- **Supplied material**
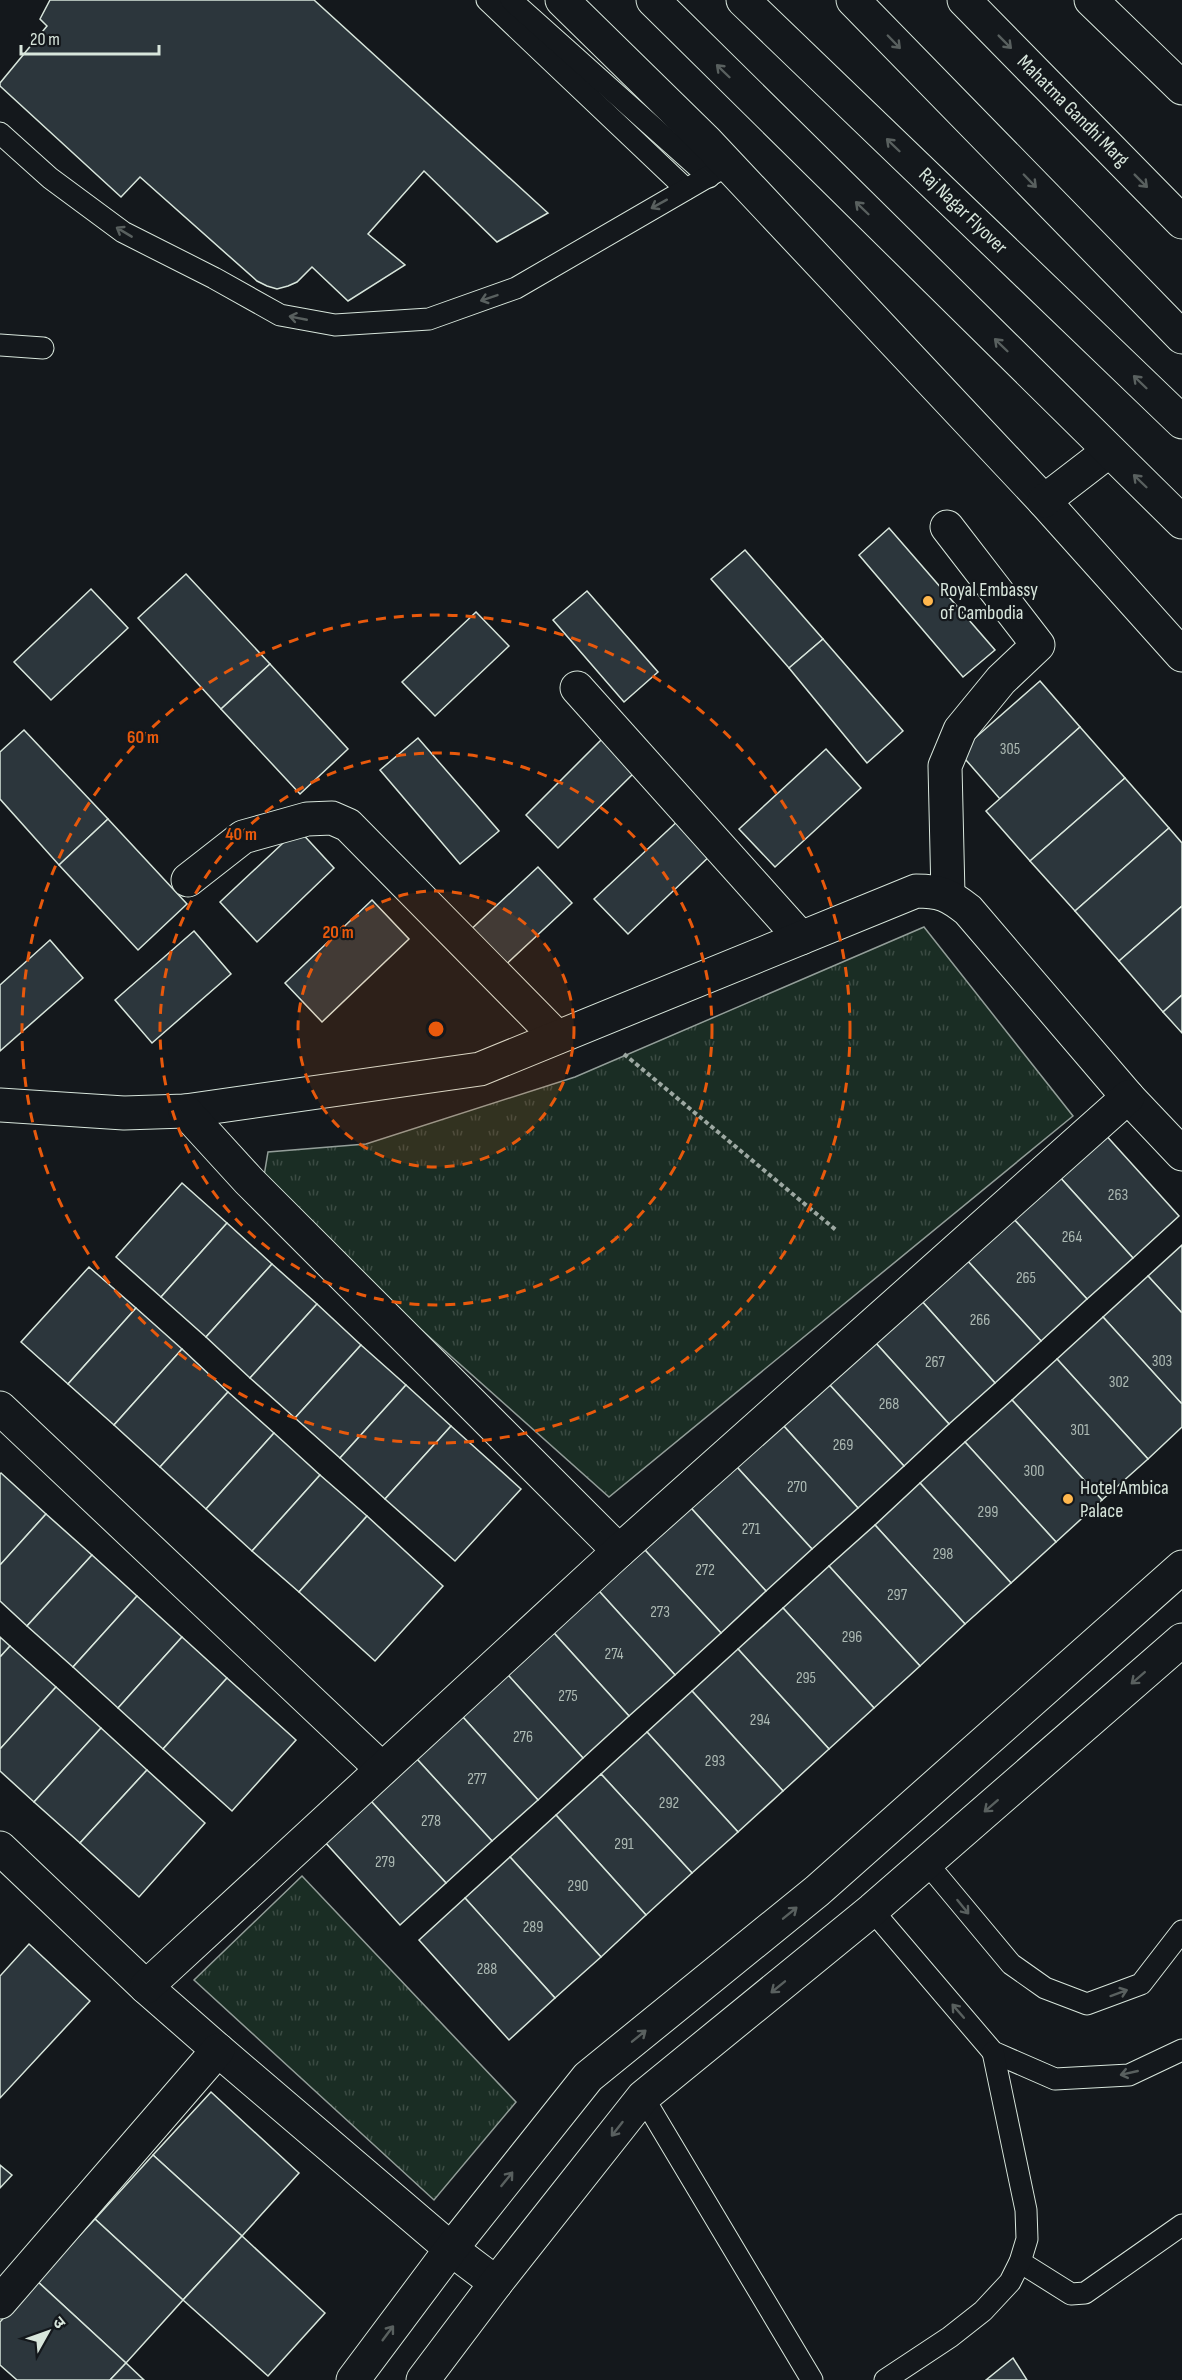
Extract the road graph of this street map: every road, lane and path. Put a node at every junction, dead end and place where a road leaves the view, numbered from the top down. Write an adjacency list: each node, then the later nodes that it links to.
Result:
1 (487, 0): 12 (lane)
2 (512, 0): 11 (lane)
3 (562, 0): 11 (street)
4 (652, 0): 18 (street, one-way to 4)
5 (743, 0): 17 (street, Raj Nagar Flyover, one-way to 5)
6 (853, 0): 14 (street, one-way to 14)
7 (964, 0): 13 (street, Mahatma Gandhi Marg, one-way to 13)
8 (1091, 0): 9 (street)
9 (1182, 88)
10 (0, 133): 12 (lane, one-way to 10)
11 (718, 171): 12 (lane); 19 (street)
12 (686, 189)
13 (1182, 222)
14 (1182, 336)
15 (0, 345): 16 (lane)
16 (43, 348)
17 (1182, 422)
18 (1109, 451): 19 (street); 20 (street, one-way to 18)
19 (1044, 501): 22 (street)
20 (1182, 522)
21 (947, 527): 25 (street)
22 (1182, 655)
23 (577, 688): 26 (street)
24 (188, 880): 28 (street)
25 (948, 895): 26 (street); 29 (street)
26 (801, 938): 27 (street)
27 (588, 1024): 28 (street); 33 (path)
28 (557, 1037): 31 (street)
29 (1128, 1097): 32 (street); 35 (street)
30 (0, 1105): 31 (street)
31 (185, 1112): 35 (street)
32 (1182, 1154)
33 (836, 1230)
34 (0, 1408): 38 (street)
35 (619, 1551): 38 (street)
36 (1182, 1567): 49 (street, one-way to 36)
37 (1182, 1640): 40 (street, one-way to 40)
38 (382, 1769): 43 (street)
39 (0, 1848): 43 (street)
40 (926, 1862): 41 (street); 42 (lane, one-way to 42)
41 (872, 1910): 46 (lane, one-way to 41); 47 (street, one-way to 47)
42 (1182, 1930)
43 (146, 1987): 44 (street)
44 (218, 2050): 49 (street); 52 (street)
45 (1182, 2050): 46 (lane, one-way to 46)
46 (993, 2052): 50 (lane)
47 (643, 2097): 51 (street, one-way to 51); 55 (lane)
48 (1182, 2225): 50 (lane)
49 (451, 2249): 51 (street); 53 (street, one-way to 49)
50 (1020, 2262): 56 (lane)
51 (496, 2283): 54 (street)
52 (0, 2302)
53 (353, 2380)
54 (423, 2380)
55 (812, 2380)
56 (885, 2380)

- **What the task asks**
Quote all of the entries word for word, omitting any pictures.

- **Reply to the task**
Extract the road graph of this street map: every road, lane and path. Put a node at every junction, dead end and place where a road leaves the view, numbered from the top down. Write an adjacency list: each node, then the later nodes that it links to.
Result:
1 (487, 0): 12 (lane)
2 (512, 0): 11 (lane)
3 (562, 0): 11 (street)
4 (652, 0): 18 (street, one-way to 4)
5 (743, 0): 17 (street, Raj Nagar Flyover, one-way to 5)
6 (853, 0): 14 (street, one-way to 14)
7 (964, 0): 13 (street, Mahatma Gandhi Marg, one-way to 13)
8 (1091, 0): 9 (street)
9 (1182, 88)
10 (0, 133): 12 (lane, one-way to 10)
11 (718, 171): 12 (lane); 19 (street)
12 (686, 189)
13 (1182, 222)
14 (1182, 336)
15 (0, 345): 16 (lane)
16 (43, 348)
17 (1182, 422)
18 (1109, 451): 19 (street); 20 (street, one-way to 18)
19 (1044, 501): 22 (street)
20 (1182, 522)
21 (947, 527): 25 (street)
22 (1182, 655)
23 (577, 688): 26 (street)
24 (188, 880): 28 (street)
25 (948, 895): 26 (street); 29 (street)
26 (801, 938): 27 (street)
27 (588, 1024): 28 (street); 33 (path)
28 (557, 1037): 31 (street)
29 (1128, 1097): 32 (street); 35 (street)
30 (0, 1105): 31 (street)
31 (185, 1112): 35 (street)
32 (1182, 1154)
33 (836, 1230)
34 (0, 1408): 38 (street)
35 (619, 1551): 38 (street)
36 (1182, 1567): 49 (street, one-way to 36)
37 (1182, 1640): 40 (street, one-way to 40)
38 (382, 1769): 43 (street)
39 (0, 1848): 43 (street)
40 (926, 1862): 41 (street); 42 (lane, one-way to 42)
41 (872, 1910): 46 (lane, one-way to 41); 47 (street, one-way to 47)
42 (1182, 1930)
43 (146, 1987): 44 (street)
44 (218, 2050): 49 (street); 52 (street)
45 (1182, 2050): 46 (lane, one-way to 46)
46 (993, 2052): 50 (lane)
47 (643, 2097): 51 (street, one-way to 51); 55 (lane)
48 (1182, 2225): 50 (lane)
49 (451, 2249): 51 (street); 53 (street, one-way to 49)
50 (1020, 2262): 56 (lane)
51 (496, 2283): 54 (street)
52 (0, 2302)
53 (353, 2380)
54 (423, 2380)
55 (812, 2380)
56 (885, 2380)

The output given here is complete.